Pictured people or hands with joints
######
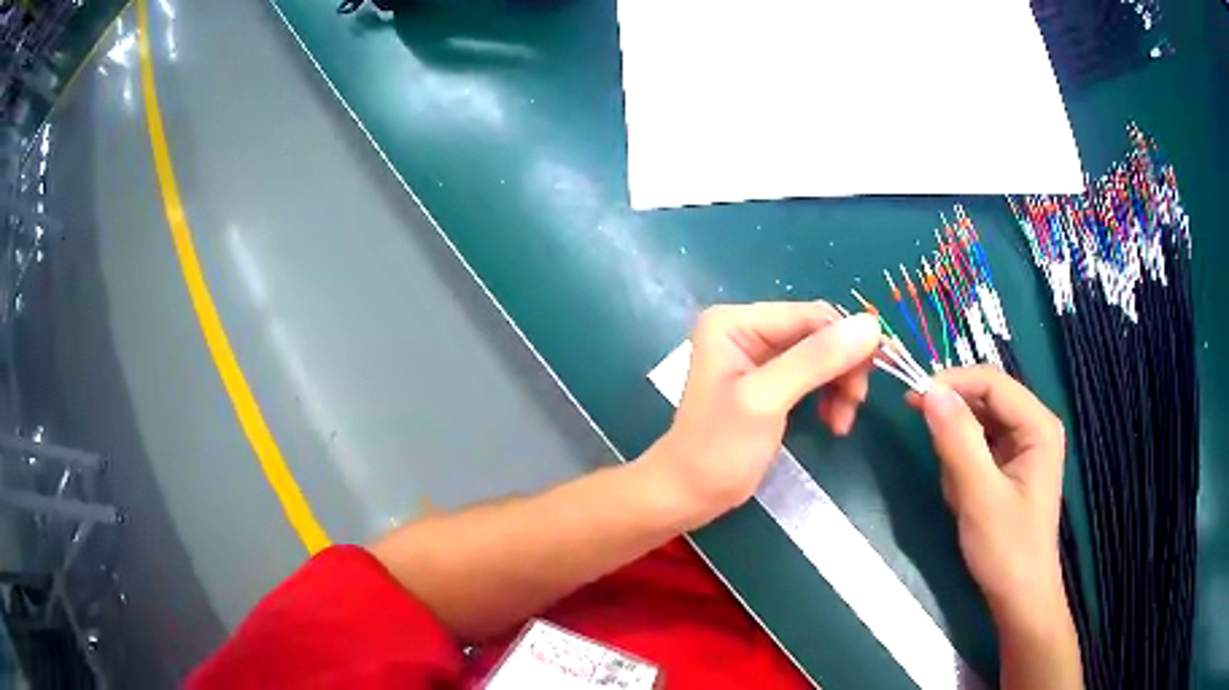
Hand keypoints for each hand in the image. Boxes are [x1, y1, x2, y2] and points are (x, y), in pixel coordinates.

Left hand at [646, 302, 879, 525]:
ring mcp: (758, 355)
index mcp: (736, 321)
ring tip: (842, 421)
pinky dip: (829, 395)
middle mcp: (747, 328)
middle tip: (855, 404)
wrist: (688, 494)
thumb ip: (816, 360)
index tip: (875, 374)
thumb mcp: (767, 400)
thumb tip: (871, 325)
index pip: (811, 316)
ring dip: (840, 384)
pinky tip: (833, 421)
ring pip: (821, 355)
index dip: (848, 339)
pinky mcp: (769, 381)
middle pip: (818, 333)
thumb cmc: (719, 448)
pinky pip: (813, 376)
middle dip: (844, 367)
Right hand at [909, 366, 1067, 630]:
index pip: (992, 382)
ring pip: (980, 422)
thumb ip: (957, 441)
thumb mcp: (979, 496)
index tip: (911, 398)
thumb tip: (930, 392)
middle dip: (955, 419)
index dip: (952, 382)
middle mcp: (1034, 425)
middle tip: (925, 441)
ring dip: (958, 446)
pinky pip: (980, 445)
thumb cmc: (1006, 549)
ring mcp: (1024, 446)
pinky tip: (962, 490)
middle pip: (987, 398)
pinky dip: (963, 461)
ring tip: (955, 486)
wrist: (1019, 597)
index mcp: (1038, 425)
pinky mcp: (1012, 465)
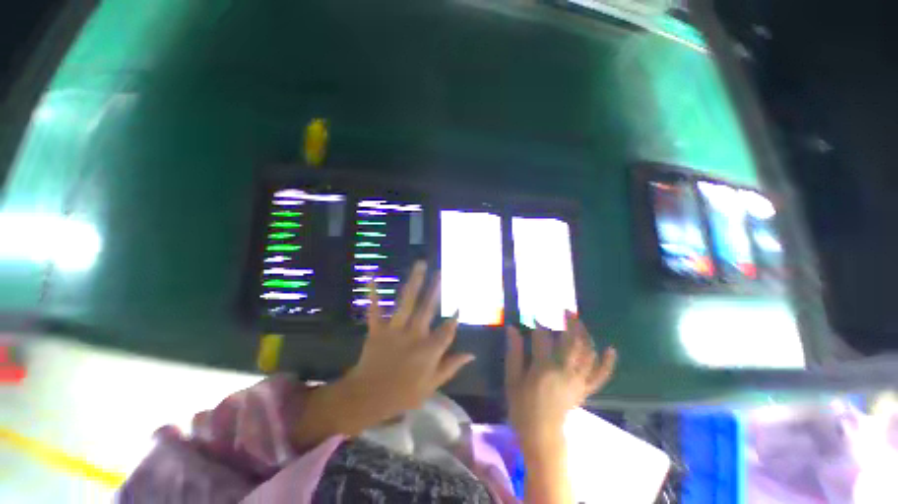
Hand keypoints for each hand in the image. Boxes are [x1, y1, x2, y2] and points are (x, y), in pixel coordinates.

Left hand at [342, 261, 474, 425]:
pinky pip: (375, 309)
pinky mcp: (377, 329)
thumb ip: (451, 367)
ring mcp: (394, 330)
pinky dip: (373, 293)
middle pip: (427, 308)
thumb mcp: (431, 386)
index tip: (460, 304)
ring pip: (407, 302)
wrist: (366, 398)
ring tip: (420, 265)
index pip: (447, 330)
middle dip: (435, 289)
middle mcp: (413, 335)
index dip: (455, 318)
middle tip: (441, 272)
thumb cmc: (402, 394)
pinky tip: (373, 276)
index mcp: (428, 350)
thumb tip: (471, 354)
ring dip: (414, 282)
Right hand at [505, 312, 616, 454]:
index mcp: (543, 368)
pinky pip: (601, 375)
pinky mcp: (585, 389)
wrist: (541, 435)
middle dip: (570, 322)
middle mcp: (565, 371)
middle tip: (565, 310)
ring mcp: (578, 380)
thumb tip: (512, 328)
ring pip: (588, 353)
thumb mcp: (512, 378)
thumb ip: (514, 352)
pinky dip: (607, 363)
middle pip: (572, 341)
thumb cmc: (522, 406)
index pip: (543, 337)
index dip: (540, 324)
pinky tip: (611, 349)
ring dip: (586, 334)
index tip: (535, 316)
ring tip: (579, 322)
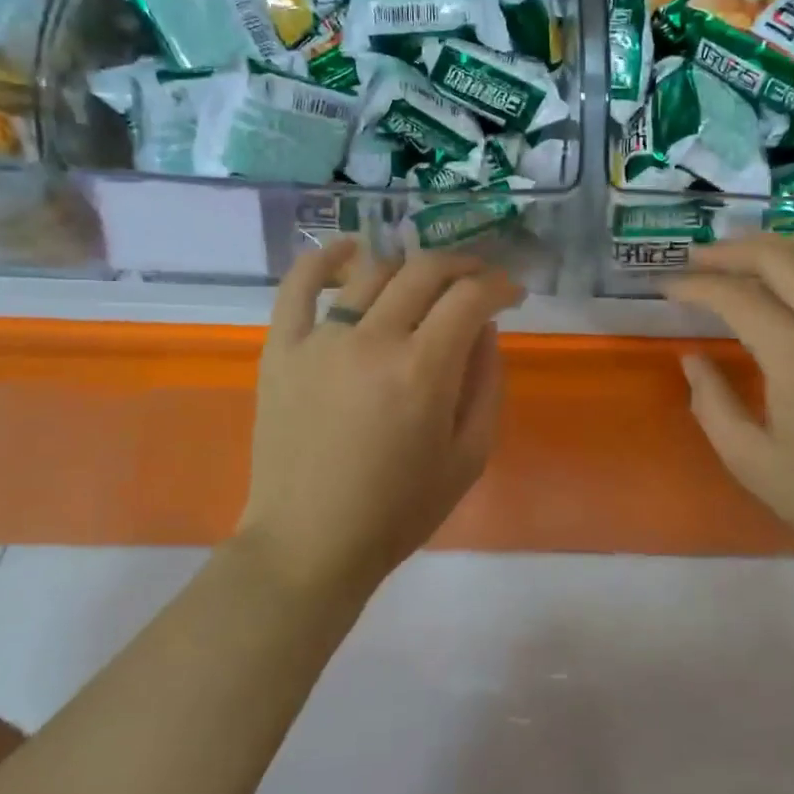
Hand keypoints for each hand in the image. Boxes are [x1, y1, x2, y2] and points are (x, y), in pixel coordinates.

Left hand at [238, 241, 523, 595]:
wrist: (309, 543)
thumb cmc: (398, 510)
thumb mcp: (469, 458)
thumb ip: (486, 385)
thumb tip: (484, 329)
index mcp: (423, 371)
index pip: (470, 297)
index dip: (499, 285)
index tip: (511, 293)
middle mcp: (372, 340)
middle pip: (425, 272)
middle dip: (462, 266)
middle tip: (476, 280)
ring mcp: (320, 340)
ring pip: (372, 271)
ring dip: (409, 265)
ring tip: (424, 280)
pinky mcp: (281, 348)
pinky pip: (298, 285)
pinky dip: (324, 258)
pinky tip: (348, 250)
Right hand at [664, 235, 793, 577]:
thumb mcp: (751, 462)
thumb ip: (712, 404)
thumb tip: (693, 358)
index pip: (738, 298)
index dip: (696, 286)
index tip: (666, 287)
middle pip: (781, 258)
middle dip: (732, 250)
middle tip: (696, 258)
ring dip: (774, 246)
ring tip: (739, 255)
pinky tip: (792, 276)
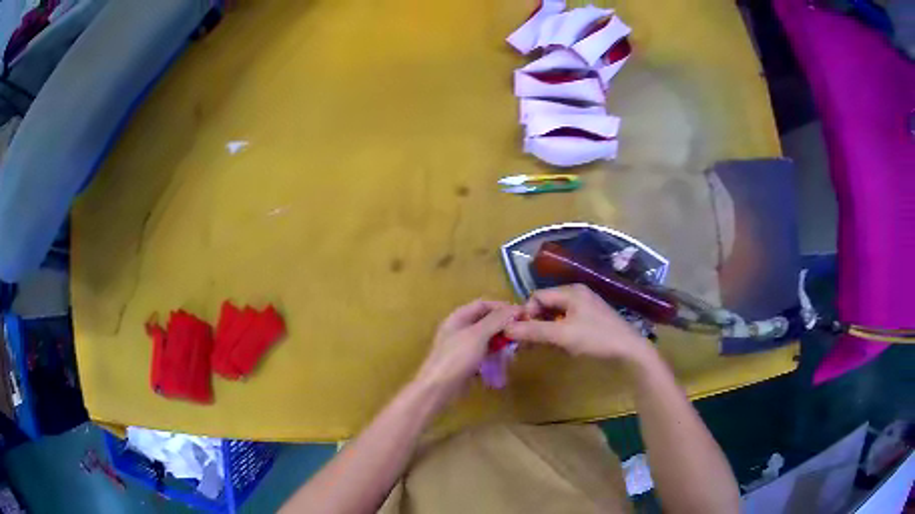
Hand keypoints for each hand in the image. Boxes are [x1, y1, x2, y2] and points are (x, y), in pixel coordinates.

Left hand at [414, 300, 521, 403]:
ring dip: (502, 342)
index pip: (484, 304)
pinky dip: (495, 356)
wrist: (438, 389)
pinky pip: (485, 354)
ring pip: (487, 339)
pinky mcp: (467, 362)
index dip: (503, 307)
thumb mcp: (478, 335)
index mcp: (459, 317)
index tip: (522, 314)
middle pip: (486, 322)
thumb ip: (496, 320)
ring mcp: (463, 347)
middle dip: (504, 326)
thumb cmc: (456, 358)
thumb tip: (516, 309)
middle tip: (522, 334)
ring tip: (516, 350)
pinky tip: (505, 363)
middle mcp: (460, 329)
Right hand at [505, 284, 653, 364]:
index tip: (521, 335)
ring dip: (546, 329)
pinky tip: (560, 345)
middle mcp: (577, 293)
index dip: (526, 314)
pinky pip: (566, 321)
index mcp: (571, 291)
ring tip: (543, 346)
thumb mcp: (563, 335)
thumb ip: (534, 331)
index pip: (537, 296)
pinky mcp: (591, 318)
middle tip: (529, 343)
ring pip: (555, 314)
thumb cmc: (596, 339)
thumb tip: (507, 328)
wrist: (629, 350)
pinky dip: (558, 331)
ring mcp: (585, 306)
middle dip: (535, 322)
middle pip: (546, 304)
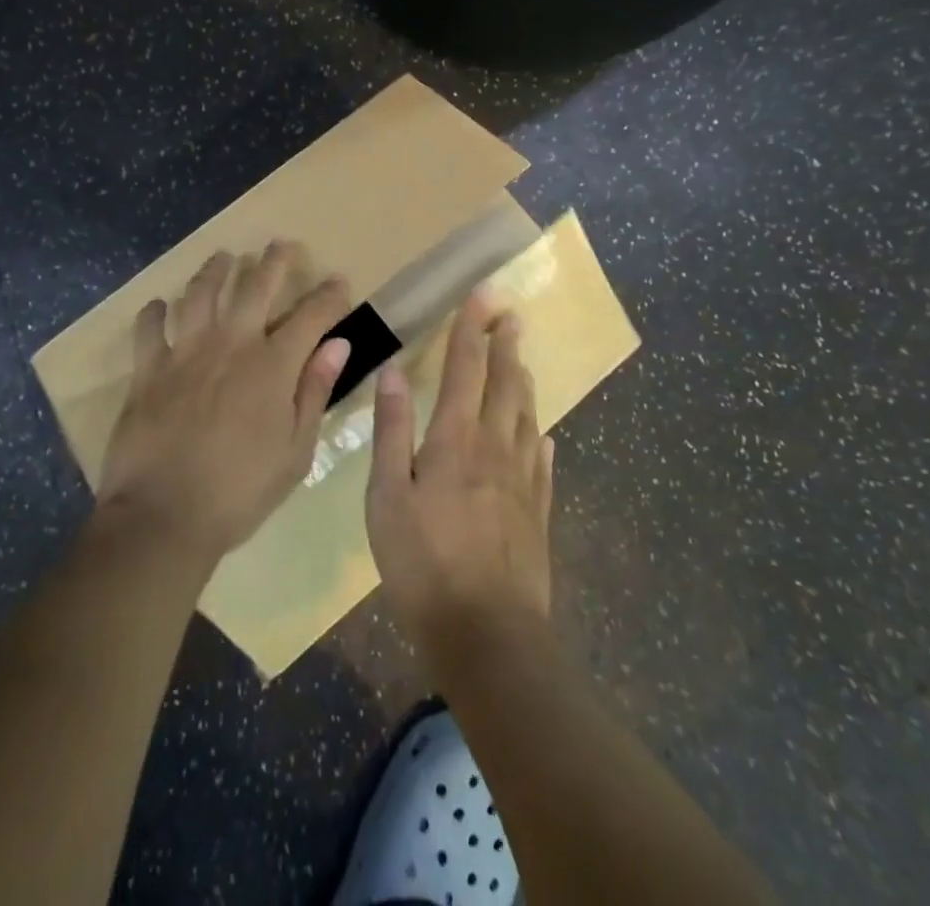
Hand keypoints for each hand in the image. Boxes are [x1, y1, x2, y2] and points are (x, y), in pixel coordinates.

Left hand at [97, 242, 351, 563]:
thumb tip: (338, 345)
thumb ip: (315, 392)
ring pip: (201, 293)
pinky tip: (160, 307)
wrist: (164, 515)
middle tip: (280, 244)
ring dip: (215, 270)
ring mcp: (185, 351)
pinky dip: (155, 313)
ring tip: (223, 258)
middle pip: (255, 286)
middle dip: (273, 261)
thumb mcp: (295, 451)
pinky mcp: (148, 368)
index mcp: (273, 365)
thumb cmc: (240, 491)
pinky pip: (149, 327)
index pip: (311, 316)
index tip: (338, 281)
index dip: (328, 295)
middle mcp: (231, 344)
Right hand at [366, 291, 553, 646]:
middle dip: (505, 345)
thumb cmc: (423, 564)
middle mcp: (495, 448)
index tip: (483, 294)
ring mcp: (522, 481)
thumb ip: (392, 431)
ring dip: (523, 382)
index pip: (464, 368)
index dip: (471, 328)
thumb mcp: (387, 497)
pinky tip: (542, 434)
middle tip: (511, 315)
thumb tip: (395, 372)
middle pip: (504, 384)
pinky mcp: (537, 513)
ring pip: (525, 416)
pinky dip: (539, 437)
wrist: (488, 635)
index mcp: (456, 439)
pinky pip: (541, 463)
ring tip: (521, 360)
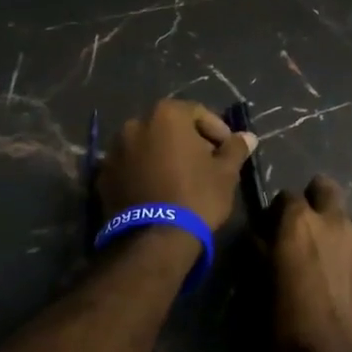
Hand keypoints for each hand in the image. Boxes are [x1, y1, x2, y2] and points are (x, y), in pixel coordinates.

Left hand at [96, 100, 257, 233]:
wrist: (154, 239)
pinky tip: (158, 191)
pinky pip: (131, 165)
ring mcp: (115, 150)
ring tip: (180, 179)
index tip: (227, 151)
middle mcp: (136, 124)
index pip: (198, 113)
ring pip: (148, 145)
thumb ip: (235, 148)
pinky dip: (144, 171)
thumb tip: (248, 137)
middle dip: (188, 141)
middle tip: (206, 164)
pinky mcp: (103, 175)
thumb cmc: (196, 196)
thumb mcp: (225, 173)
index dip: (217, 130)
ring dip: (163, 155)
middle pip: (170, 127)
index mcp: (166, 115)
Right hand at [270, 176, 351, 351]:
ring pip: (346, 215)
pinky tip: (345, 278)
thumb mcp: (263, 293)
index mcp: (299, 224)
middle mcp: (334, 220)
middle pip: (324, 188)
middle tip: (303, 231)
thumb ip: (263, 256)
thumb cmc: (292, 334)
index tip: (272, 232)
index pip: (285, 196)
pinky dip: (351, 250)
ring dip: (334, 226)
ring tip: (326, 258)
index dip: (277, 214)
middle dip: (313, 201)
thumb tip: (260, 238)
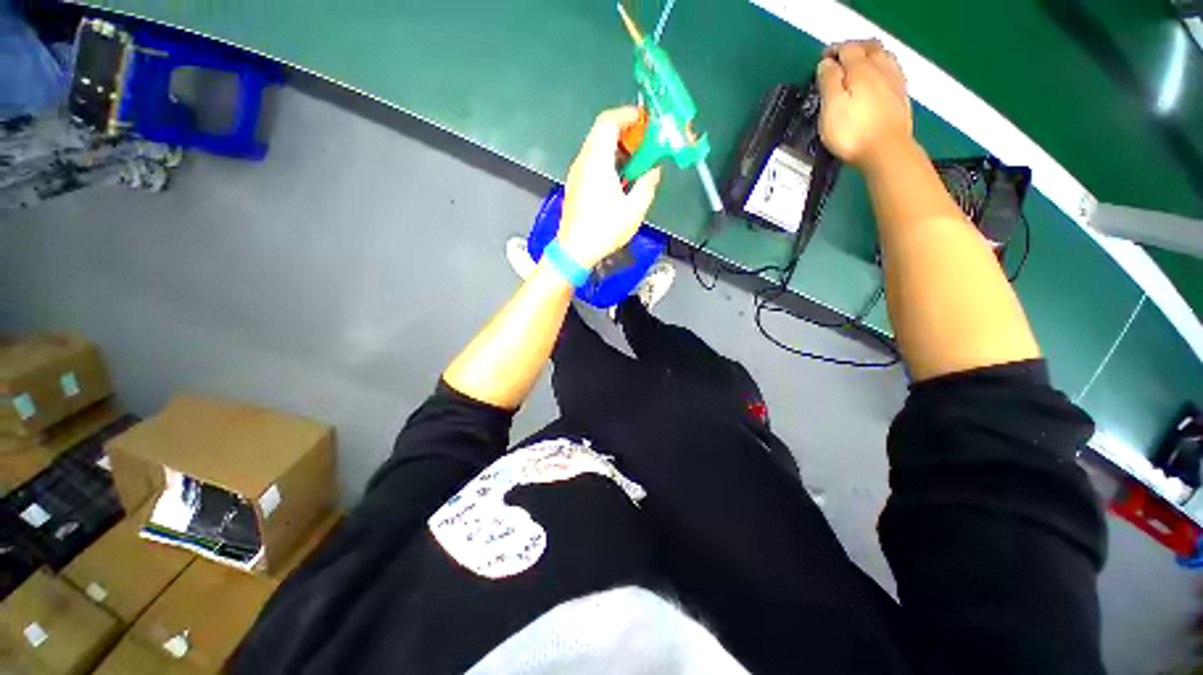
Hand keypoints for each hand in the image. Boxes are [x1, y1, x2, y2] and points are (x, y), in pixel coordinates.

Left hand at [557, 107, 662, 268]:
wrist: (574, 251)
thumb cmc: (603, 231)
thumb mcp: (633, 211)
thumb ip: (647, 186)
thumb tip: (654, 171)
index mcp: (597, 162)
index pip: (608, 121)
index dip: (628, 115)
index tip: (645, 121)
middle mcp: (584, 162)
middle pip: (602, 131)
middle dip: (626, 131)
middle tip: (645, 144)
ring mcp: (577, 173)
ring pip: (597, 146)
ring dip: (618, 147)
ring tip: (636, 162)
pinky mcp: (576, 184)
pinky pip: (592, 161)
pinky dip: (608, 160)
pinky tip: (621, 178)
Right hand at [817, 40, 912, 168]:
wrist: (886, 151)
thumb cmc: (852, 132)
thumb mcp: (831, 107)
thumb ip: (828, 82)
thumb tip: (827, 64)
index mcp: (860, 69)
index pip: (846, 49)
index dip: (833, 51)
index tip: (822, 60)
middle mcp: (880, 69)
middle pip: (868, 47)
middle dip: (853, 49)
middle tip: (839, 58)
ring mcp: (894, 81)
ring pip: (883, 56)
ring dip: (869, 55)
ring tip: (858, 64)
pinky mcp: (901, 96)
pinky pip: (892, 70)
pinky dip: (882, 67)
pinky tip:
######
__EXERCISE DESCRIPTION__. Only the lines containing "wrist" are needed; copy each of them from the data.

__SOLUTION TO THIS EXERCISE__.
wrist: (688, 494)
wrist: (1019, 597)
wrist: (366, 398)
wrist: (541, 435)
wrist: (309, 543)
wrist: (438, 389)
wrist: (629, 350)
wrist: (164, 515)
wrist: (488, 635)
wrist: (154, 239)
wrist: (574, 251)
wrist: (886, 151)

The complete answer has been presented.